Worry & Doubt: When Your Goals Aren’t Happening Quick Enough


This article is for anyone who is on a mission for self-change and/or life change. You have some definite goals and you are ready to see action. You are ready to see your mental health improve. You are ready for your life to look different and be more fulfilling. Maybe there are moments when you feel like you are making progress…but there are other moments when you feel like you should be much further along by now. Even though you have acknowledged some progress previously, in these moments, you start to question if you have made any progress at all.

If this sounds at all familiar..I have some suggestions to keep in mind in these moments..


Positive Self Talk

First, and foremost, is positive self talk.

These are the moments that are going to be really tempting to put yourself down.

Some negative things that might be tempting to say in this moment, are:


You are never going to get better.

You are silly for thinking things could ever change.

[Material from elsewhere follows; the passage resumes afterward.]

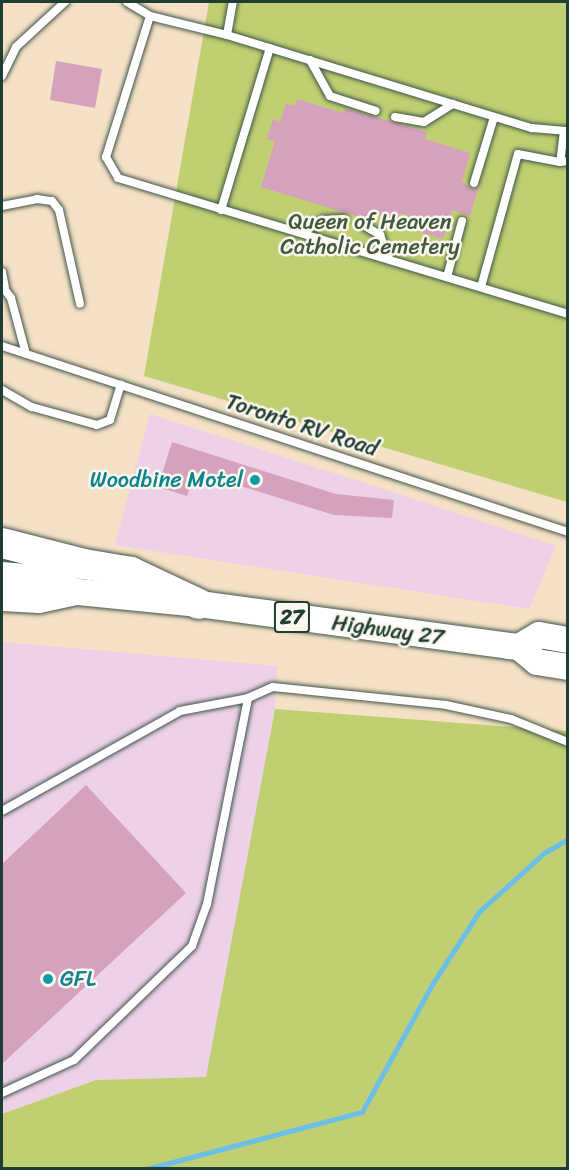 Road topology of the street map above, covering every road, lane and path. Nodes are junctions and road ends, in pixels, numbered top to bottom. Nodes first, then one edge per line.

You will always struggle with the same things forever.

You might as well give up.


Do these sound familiar at all? If so, it is time to change these thoughts…and quick!!

Again, I know it is tempting to think the negative thoughts. And they may actually be automatic thoughts at this point. You may not purposely try to think these thoughts – they just pop into your mind in a way that feels out of your control.

Good news: You have control over your thoughts.

Now, if you haven’t had much practice in this area it will take some time before these thoughts stop being automatic. What I suggest is that you simply “hear” the thought and then shift to a different thought that is more encouraging or gives evidence for why your negative thought isn’t true, like giving yourself an example of a time you did succeed at something.

I have spent time practicing having “better thoughts.” With practice, the negative thoughts are not so automatic for me anymore. It feels like I have a moment to choose. Sometimes I imagine that I am at the kitchen cupboard and there is one shelf with a box of cookies and another shelf with a healthy snack. Maybe it feels tempting still to take the cookies, but I now feel like I have a choice with which one I will choose.

Sometimes, when I am feeling my worst, and don’t have time to fully analyze what is going on because I am at work or somewhere else- I just tell myself some simple positive statements:


You are doing a good job.

Things will get better.

You are doing your best and that is enough.


Maybe it’s hard to say those things to yourself because you don’t yet believe them? Say them more and you will believe them more.

If a child grows up with a verbally abusive parent, they will have a hard time believing anything positive about themselves, even if they eventually get out of the situation. But, if they hear that they are worth something and valuable over and over and over again…it will start to sink in. They will internalize it.

As strange as it sounds, you are a parent to yourself. Don’t be a verbally abusive parent – be a parent that is an encourager that shows love.

Build yourself up rather than tearing yourself down.

Also, just so you know, optimism and positive thoughts are more likely to breed the outcome that you want. When you put yourself down, not only do you make yourself feel bad, but you also make yourself less likely of actually reaching your goals. It is a form of self-sabotage.


Live Now, Worry Later

I know this sounds like really bad advice – but if you are a worrier and find yourself constantly obsessing about your problems – it is actually just the advice you need.

Sometimes we sabotage the moments we are in because we are filling them with obsessive thoughts, rumination, and worry. The actual moment you are in, may not be be a bad moment, but you are allowing your obsessive thoughts to take over.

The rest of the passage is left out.